What if pigs could fly, and the sky was green instead of blue, and when apples fell off trees, they went into orbit about earth, instead of falling down.

 

[DarkStar]

Right here:



Once again, you regard the photon as the origin of a frame that can be considered stationary, which of course cannot be done.

What do you mean of course that cannot be done. I just did it. Consider motion from the photon's point of view. Consider things on the photon's worldline or whatever.

 

[Chen]

Take the previous equation seriously. Thus we have:

\frac{D}{0} = \infty

There is your equation for infinite speed chen.

Focus on the LHS.

As you can see, we have a nonzero numerator, and a zero denominator.

That is the division by zero error of algebra.

Thus, the concept of infinity is meaningless.
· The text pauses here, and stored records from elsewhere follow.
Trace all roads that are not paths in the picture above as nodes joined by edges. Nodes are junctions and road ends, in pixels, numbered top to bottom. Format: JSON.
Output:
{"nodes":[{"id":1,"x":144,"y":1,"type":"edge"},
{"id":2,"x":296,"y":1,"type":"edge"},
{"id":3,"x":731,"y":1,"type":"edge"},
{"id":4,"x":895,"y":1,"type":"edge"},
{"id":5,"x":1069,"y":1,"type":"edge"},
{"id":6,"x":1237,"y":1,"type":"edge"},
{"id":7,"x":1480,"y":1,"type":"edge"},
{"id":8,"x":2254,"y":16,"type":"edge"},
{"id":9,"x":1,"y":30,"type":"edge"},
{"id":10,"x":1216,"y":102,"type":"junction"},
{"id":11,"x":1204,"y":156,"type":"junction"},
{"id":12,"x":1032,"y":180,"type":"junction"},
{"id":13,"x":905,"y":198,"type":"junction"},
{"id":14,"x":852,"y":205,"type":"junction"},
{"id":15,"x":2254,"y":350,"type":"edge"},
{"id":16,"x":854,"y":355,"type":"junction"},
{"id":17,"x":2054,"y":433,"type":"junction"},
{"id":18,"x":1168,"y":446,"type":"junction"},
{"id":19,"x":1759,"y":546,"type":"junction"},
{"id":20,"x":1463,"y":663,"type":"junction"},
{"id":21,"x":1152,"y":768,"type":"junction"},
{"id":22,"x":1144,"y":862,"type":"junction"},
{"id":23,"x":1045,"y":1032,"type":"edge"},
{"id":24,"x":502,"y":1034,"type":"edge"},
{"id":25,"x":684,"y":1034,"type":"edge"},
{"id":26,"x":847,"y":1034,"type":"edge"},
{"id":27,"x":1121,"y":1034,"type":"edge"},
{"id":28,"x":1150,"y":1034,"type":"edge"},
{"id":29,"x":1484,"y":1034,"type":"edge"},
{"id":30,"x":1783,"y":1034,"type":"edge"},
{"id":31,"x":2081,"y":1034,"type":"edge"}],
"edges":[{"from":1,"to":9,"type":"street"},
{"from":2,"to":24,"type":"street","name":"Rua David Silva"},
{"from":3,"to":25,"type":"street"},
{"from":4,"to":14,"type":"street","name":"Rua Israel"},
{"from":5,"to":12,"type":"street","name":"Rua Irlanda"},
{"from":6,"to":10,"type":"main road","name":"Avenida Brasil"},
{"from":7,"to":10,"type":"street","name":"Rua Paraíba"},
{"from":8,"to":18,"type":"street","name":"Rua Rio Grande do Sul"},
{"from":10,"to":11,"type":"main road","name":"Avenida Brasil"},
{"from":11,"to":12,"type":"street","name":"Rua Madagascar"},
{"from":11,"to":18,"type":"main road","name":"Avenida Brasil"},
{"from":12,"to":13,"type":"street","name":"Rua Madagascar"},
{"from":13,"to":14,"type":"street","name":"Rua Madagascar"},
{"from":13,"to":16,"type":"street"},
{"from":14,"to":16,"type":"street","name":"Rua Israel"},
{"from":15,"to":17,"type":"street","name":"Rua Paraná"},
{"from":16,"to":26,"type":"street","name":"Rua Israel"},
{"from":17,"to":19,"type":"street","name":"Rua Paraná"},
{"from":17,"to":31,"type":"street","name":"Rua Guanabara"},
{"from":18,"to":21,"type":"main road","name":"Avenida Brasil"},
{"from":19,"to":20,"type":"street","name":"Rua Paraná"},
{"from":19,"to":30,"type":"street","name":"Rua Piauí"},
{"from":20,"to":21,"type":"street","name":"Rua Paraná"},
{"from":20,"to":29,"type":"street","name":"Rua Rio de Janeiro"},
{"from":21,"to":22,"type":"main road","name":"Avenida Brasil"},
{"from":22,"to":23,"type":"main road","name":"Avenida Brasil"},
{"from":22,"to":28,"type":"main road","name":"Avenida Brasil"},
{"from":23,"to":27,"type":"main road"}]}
Perhaps our algebra is wrong? How do you jump to the conclusion that it is not possible to travel through space at an infinite speed, only because you cannot grasp the idea of doing so?

Just so you know, I was born in a galaxy thousands of light years away, and I traveled here to Earth at an infinite speed, and my people have been doing so for as long as we can remember.

 

[quantumdude]

What do you mean of course that cannot be done. I just did it. Consider motion from the photon's point of view. Consider things on the photon's worldline or whatever.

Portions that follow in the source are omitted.